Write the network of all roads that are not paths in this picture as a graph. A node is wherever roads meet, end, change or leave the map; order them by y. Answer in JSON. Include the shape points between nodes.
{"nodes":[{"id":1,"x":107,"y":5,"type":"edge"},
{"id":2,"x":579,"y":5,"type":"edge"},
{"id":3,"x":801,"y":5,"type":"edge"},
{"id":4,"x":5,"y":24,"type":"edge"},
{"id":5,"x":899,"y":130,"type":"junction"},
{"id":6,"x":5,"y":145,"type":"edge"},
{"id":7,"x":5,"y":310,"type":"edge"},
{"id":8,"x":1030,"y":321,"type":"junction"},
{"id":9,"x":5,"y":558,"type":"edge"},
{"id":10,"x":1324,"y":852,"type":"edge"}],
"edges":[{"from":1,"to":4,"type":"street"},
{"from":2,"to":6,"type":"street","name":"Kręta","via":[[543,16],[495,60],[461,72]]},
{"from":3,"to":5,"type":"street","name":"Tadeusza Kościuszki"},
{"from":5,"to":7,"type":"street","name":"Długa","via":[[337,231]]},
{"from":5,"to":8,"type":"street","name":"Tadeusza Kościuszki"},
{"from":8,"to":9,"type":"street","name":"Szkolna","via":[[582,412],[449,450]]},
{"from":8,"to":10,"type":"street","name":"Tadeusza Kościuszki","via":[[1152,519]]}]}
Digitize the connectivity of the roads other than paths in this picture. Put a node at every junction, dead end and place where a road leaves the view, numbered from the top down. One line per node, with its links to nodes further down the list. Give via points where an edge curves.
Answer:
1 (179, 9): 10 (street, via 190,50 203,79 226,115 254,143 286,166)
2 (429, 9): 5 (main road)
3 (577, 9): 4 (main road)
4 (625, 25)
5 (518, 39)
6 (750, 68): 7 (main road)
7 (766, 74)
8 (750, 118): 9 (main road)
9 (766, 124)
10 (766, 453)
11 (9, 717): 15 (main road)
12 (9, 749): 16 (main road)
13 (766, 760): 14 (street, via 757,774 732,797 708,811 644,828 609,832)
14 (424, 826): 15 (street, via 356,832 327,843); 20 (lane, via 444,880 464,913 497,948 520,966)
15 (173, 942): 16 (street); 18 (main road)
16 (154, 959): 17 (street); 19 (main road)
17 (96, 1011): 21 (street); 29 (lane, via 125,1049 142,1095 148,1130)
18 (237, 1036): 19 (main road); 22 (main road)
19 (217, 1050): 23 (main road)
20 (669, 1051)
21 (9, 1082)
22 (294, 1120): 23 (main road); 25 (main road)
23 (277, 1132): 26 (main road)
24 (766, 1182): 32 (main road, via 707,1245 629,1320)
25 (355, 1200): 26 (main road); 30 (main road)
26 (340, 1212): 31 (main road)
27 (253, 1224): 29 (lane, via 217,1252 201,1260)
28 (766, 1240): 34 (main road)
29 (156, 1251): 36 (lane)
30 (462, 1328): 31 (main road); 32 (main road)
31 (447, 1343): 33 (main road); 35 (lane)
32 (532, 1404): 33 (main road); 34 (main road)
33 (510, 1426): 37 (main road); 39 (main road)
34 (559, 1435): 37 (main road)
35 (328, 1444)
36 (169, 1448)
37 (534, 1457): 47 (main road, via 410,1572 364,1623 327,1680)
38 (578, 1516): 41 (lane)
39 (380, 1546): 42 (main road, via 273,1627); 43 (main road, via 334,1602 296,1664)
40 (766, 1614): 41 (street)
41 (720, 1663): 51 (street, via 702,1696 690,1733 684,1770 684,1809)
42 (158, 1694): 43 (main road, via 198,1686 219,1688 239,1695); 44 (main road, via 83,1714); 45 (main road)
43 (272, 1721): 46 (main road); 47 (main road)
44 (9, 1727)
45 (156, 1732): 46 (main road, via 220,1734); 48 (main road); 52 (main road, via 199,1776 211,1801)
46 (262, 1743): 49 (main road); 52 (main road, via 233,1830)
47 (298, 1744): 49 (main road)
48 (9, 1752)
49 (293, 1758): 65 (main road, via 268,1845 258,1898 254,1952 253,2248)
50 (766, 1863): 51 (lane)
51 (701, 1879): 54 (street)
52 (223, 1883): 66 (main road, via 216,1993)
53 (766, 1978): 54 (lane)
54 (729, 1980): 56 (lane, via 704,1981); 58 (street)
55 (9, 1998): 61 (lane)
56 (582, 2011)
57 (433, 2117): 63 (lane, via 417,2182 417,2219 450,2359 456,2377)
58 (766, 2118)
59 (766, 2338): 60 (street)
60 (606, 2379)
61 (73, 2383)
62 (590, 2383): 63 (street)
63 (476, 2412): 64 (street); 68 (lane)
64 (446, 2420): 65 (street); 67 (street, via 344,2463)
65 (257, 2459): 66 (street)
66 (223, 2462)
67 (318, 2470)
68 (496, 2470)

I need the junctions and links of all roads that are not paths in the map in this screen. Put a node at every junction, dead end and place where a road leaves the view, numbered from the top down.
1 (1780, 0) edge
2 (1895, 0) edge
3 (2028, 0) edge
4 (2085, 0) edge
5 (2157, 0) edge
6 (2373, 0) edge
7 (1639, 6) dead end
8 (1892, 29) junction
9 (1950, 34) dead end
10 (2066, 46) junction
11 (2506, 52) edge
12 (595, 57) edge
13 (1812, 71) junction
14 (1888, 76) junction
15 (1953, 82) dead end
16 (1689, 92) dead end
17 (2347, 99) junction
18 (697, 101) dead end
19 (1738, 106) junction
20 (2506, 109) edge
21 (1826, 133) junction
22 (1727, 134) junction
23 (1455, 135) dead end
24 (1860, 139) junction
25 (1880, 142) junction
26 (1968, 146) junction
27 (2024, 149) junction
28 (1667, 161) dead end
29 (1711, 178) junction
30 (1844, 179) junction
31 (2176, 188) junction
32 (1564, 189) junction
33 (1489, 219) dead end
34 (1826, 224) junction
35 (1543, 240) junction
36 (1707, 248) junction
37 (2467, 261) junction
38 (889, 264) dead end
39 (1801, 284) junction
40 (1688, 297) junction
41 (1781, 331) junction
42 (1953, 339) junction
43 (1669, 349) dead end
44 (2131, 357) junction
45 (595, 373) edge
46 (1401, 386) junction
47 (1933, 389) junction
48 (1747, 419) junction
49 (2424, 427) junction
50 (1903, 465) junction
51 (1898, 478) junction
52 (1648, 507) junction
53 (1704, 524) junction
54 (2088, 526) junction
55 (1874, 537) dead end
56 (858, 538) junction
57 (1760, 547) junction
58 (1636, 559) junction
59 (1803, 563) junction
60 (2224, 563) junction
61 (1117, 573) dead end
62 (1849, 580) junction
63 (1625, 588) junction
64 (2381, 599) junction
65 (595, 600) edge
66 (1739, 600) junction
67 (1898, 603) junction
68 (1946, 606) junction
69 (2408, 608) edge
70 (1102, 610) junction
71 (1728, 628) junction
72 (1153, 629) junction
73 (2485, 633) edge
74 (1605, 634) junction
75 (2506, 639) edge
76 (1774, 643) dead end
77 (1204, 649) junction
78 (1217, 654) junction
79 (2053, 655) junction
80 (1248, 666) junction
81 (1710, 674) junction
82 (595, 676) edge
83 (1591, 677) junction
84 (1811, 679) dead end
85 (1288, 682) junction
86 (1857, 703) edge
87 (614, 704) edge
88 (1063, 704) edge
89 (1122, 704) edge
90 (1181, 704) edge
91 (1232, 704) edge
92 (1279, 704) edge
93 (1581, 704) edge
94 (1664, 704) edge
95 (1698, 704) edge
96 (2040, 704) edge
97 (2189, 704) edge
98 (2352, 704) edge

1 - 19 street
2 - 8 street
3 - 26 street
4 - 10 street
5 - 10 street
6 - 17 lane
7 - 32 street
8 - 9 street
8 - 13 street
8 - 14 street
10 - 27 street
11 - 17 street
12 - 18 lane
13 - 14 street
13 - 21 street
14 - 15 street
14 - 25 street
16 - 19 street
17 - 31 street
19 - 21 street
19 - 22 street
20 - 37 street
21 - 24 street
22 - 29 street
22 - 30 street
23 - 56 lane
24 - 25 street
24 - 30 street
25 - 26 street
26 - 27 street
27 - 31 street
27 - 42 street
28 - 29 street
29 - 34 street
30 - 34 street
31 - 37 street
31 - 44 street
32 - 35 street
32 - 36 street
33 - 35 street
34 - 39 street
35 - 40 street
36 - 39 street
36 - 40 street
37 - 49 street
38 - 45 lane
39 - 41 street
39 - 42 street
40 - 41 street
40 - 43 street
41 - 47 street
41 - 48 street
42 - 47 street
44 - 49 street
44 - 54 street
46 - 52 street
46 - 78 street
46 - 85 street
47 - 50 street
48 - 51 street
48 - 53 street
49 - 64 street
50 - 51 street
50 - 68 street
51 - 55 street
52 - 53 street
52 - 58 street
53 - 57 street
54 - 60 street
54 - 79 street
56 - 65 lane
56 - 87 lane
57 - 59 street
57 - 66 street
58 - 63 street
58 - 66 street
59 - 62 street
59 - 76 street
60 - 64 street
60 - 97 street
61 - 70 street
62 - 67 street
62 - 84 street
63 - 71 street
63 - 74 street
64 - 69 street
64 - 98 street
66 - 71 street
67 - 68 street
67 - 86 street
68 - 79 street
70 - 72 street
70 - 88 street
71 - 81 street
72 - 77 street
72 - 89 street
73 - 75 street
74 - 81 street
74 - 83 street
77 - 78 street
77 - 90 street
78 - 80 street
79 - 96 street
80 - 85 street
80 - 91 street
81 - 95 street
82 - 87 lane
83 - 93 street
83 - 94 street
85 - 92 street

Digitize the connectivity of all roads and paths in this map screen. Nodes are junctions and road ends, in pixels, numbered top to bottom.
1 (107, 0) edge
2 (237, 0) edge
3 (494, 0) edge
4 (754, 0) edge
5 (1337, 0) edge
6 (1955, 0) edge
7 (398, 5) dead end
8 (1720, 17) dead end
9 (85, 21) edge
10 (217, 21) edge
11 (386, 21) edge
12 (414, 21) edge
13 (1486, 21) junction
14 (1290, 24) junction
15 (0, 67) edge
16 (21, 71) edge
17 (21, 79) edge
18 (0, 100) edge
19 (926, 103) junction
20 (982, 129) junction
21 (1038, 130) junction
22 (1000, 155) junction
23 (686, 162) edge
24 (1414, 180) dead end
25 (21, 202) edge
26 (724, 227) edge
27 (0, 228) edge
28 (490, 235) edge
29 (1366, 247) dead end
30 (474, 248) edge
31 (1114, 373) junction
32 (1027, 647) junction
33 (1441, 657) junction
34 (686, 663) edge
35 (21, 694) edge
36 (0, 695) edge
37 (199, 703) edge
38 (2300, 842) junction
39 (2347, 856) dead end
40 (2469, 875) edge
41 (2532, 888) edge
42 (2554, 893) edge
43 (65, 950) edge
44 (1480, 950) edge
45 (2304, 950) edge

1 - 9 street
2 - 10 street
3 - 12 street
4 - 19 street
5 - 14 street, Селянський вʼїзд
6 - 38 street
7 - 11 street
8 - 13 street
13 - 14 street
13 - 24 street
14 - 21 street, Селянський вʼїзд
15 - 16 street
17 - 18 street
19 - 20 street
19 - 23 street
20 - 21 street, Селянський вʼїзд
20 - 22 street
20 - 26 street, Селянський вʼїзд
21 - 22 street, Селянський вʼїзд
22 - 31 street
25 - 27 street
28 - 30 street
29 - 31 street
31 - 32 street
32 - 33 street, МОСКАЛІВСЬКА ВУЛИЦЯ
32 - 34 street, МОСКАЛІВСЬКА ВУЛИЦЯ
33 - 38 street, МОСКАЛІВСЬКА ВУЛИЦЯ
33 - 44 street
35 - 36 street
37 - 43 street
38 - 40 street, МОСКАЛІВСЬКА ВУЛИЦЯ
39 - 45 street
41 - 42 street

_Exercise:_
Wherever "junctions" turns up in the records, copy the whole line.

_Response to this task:_
I need the junctions and links of all roads that are not paths in the map in this screen. Put a node at every junction, dead end and place where a road leaves the view, numbered from the top down.
Digitize the connectivity of all roads and paths in this map screen. Nodes are junctions and road ends, in pixels, numbered top to bottom.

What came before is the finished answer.